Report each line from the data below that holds the word "leaves".

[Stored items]
----------------

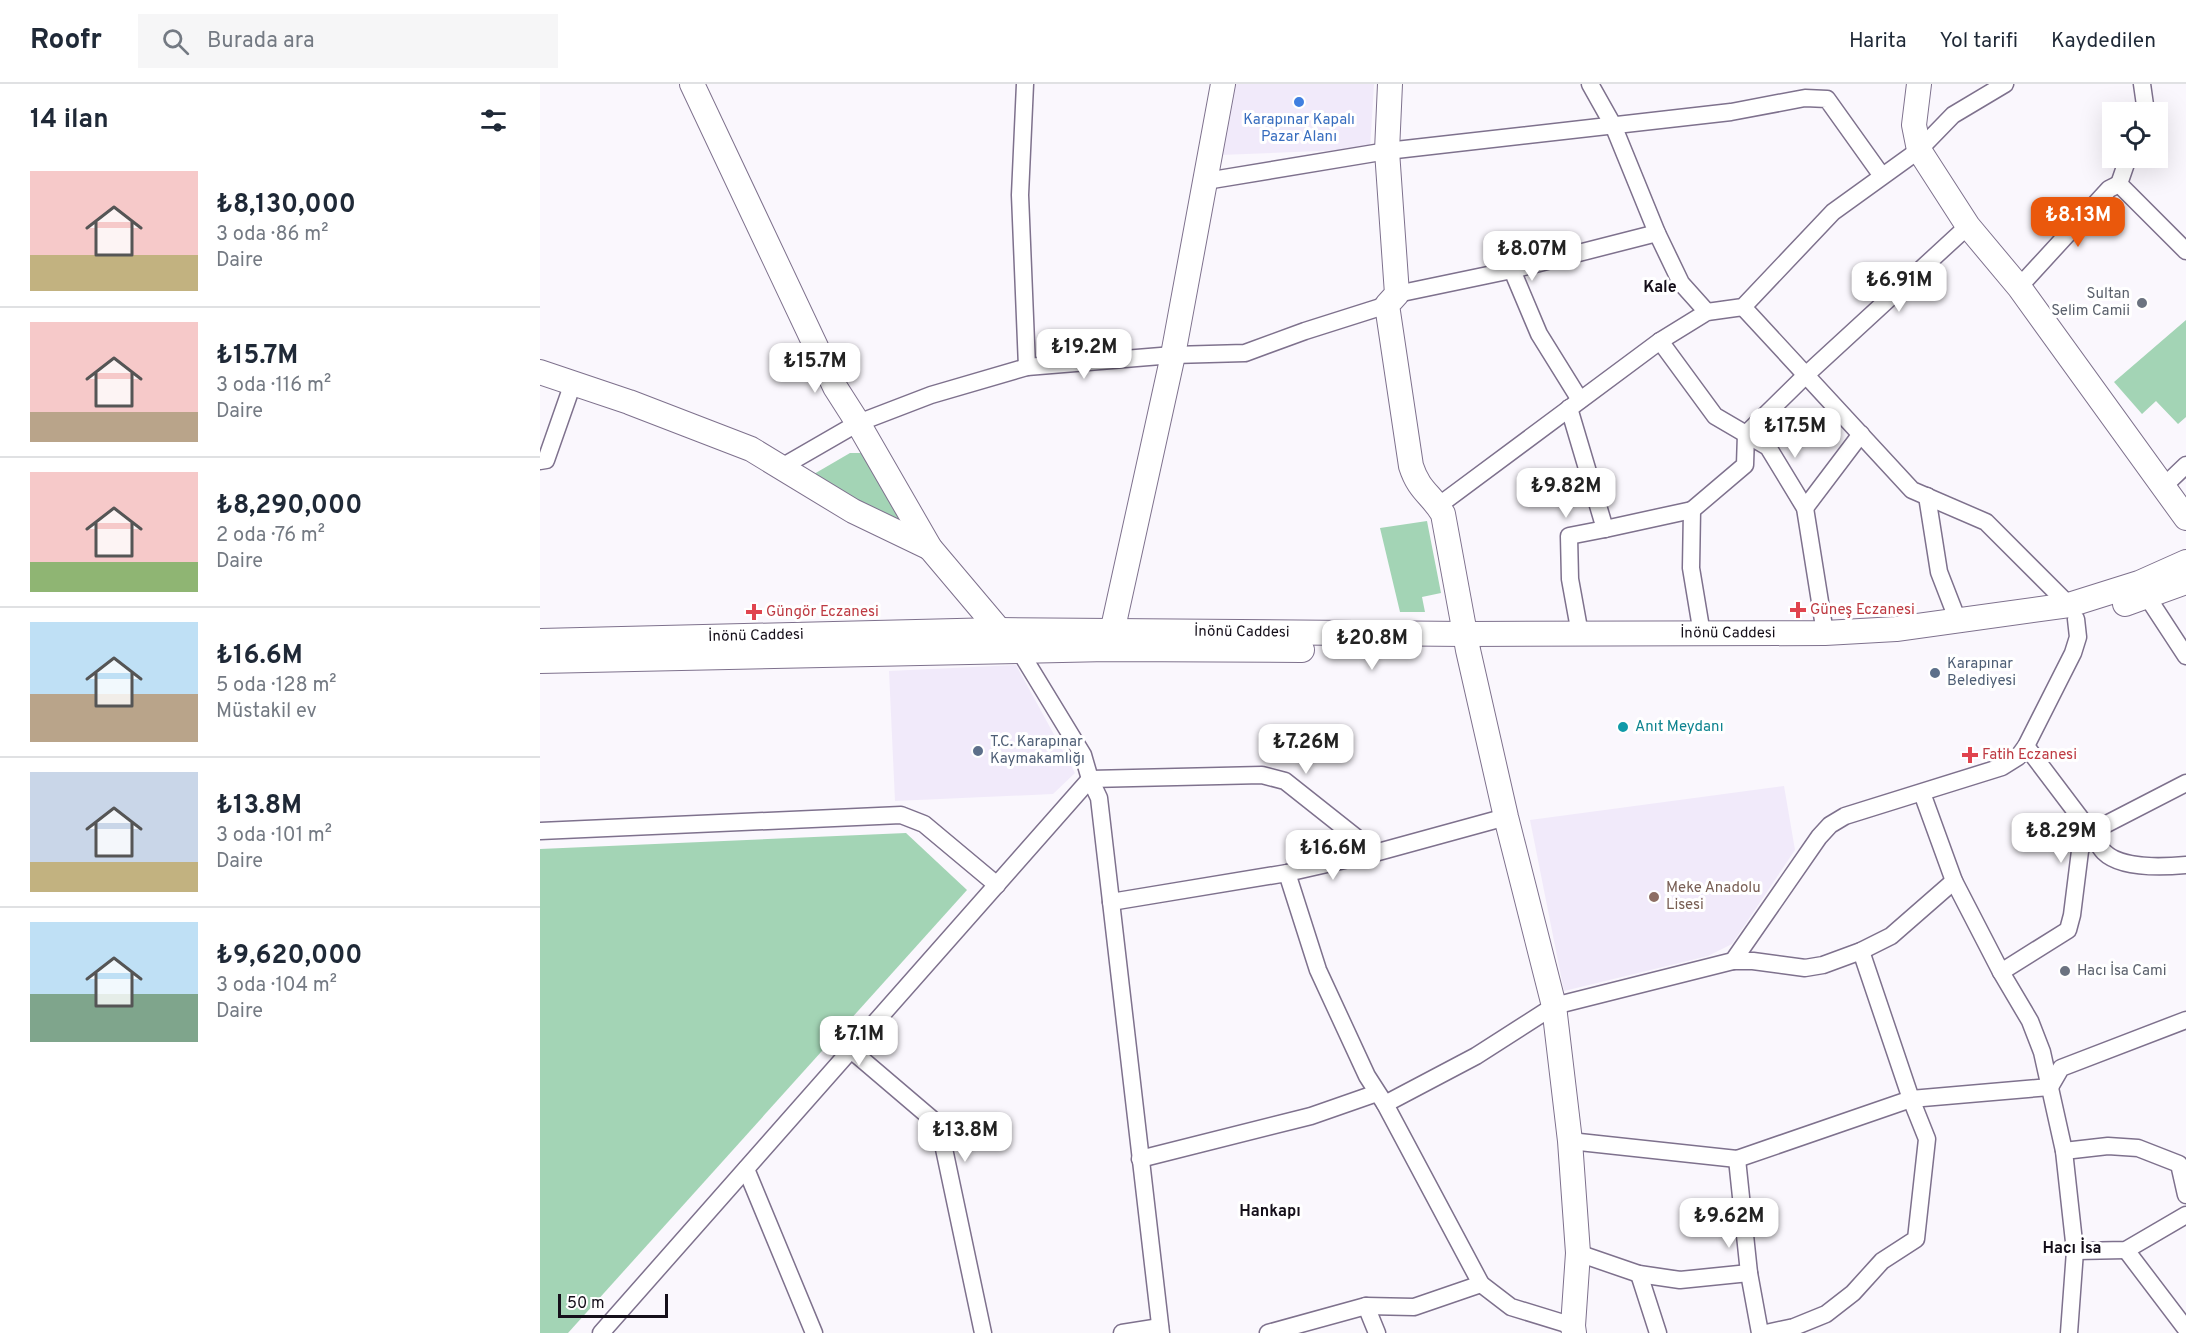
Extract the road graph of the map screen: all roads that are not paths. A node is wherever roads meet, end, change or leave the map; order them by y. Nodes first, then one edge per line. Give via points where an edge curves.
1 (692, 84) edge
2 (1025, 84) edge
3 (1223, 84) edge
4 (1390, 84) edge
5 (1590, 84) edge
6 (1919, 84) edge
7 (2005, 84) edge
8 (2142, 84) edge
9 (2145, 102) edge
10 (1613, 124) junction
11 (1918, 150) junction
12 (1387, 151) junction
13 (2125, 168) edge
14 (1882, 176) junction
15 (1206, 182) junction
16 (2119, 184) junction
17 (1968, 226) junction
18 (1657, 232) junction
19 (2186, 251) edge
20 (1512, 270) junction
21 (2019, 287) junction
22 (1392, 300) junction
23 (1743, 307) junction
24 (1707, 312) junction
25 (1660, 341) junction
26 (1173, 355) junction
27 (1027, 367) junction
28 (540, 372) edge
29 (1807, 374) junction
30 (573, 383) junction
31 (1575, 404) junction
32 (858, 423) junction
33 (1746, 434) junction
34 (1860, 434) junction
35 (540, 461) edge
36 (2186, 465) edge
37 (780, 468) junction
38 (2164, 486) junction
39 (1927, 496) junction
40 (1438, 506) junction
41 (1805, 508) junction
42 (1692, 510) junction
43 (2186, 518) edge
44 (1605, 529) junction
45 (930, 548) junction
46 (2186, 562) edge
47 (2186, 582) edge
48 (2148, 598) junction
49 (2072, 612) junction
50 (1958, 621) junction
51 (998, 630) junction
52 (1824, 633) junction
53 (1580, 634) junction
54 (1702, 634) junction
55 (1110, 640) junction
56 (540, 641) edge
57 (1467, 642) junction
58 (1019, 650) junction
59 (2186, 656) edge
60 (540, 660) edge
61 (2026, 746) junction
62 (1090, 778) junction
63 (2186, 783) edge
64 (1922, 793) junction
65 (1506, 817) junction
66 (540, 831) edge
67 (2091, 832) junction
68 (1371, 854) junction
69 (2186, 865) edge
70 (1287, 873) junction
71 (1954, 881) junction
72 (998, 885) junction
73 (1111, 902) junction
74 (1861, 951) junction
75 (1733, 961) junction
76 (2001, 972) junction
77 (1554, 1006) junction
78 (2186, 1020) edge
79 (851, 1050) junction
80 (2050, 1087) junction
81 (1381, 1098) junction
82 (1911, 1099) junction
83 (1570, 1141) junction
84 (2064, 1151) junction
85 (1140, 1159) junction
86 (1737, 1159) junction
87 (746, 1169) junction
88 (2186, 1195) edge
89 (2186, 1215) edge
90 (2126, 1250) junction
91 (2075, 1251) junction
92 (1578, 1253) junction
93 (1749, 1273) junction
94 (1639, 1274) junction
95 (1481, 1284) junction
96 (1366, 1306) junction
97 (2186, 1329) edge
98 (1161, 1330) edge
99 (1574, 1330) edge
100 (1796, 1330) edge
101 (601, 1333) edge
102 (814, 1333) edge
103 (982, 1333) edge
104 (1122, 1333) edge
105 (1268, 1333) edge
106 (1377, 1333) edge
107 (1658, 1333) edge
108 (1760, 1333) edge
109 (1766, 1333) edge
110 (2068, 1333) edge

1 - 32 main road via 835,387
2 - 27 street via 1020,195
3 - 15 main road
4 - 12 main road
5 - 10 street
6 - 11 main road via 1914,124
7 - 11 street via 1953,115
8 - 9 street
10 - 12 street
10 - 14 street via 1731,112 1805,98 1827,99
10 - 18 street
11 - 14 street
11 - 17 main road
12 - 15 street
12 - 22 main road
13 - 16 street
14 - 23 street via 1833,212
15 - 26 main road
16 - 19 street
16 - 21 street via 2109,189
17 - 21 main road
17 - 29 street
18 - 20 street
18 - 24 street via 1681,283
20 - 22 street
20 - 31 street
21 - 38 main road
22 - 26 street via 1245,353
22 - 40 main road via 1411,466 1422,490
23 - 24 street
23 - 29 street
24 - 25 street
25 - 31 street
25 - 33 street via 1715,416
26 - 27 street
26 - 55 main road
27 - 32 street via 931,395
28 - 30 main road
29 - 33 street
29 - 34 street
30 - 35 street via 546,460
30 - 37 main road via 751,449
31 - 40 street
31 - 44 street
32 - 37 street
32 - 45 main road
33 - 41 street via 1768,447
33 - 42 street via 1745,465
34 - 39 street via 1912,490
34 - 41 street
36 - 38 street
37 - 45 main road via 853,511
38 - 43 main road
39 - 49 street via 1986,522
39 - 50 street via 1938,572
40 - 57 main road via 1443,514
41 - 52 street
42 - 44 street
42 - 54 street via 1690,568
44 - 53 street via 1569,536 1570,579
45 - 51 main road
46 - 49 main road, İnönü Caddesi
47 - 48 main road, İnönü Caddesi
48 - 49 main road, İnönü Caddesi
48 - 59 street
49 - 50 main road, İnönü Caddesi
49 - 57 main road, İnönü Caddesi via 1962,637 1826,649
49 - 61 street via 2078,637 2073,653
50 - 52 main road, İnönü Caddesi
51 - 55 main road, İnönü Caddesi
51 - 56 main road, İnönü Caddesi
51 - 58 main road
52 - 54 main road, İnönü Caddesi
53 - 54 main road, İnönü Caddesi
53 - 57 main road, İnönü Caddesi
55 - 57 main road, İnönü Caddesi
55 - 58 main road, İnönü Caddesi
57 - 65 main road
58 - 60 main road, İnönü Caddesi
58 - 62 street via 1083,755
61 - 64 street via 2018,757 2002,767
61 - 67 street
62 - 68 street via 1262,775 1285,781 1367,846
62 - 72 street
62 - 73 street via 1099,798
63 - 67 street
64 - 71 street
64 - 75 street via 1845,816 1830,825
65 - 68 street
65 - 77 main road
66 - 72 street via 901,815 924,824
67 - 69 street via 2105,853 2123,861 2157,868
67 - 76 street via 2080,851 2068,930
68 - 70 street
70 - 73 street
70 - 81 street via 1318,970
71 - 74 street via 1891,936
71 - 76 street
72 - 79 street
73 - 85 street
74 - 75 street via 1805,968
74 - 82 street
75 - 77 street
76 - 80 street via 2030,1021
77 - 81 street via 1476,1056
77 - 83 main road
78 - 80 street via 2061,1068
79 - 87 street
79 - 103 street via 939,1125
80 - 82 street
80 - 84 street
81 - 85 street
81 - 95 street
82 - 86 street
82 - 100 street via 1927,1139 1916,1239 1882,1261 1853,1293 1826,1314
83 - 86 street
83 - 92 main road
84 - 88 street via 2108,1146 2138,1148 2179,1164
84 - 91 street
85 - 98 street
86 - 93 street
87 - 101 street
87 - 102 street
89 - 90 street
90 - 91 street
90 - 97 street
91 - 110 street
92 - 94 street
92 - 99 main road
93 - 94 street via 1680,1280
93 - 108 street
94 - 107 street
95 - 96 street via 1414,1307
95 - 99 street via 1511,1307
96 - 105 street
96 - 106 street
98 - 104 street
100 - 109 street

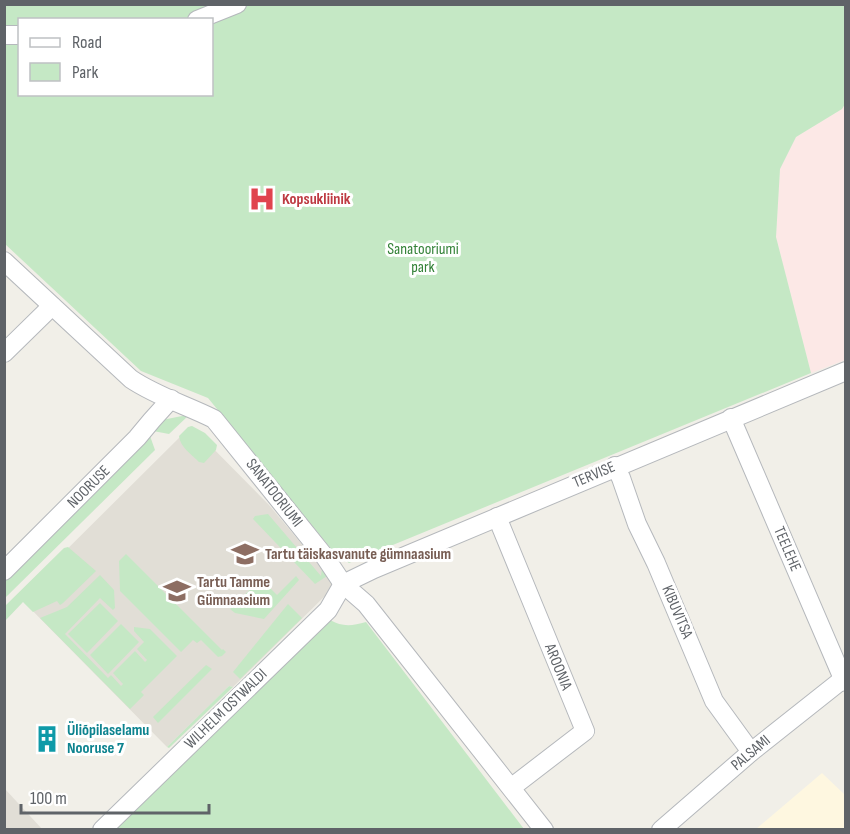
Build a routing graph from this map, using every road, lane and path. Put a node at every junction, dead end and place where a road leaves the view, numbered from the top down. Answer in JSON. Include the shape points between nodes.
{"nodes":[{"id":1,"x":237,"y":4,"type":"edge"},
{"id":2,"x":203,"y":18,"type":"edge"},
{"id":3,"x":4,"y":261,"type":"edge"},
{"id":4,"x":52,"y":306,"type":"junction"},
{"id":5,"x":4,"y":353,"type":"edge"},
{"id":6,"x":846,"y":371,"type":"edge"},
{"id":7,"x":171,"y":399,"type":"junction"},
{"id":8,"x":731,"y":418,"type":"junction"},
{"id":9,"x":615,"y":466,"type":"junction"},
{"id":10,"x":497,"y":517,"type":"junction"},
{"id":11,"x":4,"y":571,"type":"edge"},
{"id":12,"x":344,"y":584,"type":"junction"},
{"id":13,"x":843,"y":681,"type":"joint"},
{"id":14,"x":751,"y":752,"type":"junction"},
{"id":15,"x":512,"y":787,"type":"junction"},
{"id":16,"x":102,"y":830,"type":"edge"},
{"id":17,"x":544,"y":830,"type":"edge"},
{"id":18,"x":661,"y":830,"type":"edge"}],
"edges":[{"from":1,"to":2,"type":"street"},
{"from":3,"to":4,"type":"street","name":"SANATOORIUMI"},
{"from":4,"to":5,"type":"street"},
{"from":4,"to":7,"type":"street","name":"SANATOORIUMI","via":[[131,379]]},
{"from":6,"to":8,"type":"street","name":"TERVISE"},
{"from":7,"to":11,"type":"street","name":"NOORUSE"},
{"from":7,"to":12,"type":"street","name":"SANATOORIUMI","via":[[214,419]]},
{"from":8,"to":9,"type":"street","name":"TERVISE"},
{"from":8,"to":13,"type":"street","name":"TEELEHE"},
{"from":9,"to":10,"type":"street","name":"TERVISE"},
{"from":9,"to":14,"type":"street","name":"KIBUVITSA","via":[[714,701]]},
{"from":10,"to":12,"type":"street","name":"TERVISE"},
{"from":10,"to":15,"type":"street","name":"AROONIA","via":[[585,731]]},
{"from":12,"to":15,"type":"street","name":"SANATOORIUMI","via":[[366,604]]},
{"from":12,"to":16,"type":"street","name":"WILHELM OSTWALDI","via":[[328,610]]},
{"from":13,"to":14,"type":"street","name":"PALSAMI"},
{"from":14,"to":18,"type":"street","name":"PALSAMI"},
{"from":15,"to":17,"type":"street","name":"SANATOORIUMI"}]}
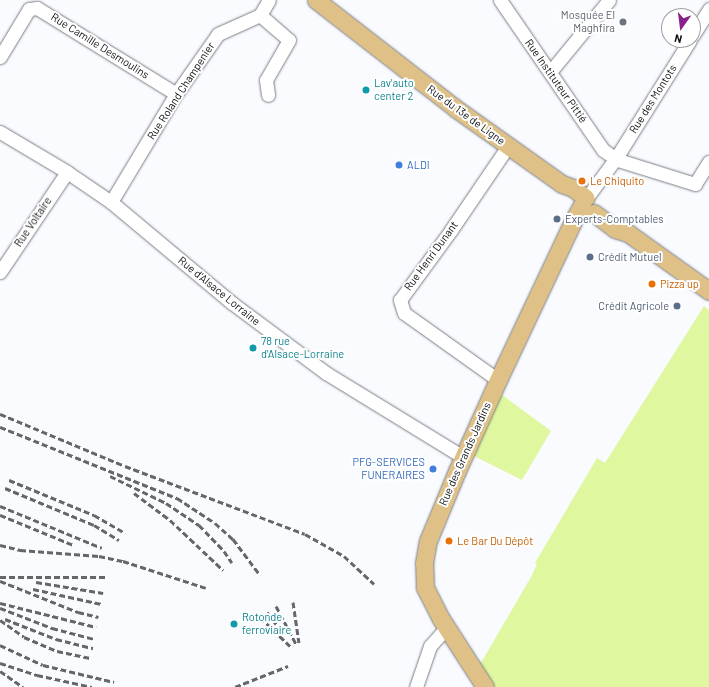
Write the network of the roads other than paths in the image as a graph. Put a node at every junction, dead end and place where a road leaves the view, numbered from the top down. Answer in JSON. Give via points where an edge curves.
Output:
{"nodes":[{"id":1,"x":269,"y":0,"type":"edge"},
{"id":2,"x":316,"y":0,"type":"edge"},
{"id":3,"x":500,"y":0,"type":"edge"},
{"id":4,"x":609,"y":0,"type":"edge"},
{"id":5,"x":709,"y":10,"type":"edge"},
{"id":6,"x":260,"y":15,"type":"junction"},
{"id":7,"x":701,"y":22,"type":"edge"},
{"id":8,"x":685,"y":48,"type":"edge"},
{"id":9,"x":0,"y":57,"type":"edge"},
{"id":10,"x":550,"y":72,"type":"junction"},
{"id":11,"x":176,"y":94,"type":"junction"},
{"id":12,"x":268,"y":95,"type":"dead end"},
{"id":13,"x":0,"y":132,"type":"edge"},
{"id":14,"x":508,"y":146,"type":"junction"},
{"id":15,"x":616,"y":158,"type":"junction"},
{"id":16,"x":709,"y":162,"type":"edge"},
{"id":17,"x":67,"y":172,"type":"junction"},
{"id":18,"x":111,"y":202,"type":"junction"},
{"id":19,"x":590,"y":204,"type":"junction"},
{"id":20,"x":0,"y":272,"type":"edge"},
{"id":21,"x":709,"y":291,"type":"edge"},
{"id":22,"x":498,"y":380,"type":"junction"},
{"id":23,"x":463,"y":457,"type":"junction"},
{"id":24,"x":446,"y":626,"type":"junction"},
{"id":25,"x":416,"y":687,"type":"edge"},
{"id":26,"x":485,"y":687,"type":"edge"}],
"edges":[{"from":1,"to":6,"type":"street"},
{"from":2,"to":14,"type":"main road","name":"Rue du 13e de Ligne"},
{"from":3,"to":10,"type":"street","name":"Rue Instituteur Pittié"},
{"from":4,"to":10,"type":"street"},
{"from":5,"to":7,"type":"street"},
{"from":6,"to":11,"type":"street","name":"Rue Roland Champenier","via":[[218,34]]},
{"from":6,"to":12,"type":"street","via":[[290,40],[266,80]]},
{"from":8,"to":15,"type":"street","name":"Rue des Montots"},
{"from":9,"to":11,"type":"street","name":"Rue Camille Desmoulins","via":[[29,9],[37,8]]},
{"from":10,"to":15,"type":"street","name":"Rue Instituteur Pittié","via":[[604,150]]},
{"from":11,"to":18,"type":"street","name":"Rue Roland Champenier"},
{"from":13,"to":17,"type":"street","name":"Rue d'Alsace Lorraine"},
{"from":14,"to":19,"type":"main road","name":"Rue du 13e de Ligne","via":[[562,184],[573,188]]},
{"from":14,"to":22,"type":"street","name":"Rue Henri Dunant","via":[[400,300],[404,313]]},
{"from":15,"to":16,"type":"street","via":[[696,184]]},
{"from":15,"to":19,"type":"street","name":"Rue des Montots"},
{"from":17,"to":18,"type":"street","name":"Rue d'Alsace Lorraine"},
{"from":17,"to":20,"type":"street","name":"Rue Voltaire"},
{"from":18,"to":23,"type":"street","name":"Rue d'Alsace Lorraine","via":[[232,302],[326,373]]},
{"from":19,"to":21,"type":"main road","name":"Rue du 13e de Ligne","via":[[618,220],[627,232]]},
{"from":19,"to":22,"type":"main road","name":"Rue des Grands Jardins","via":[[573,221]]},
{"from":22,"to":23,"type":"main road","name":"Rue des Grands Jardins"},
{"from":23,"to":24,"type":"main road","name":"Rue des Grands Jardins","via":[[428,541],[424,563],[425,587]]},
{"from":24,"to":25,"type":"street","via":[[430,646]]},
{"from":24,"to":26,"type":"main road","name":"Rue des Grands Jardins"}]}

----------------

> [Written response]
Build a routing graph from this map, using every road, lane and path. Put a node at every junction, dead end and place where a road leaves the view, numbered from the top down. Answer in JSON. Include the shape points between nodes.
Write the network of the roads other than paths in the image as a graph. Put a node at every junction, dead end and place where a road leaves the view, numbered from the top down. Answer in JSON. Give via points where an edge curves.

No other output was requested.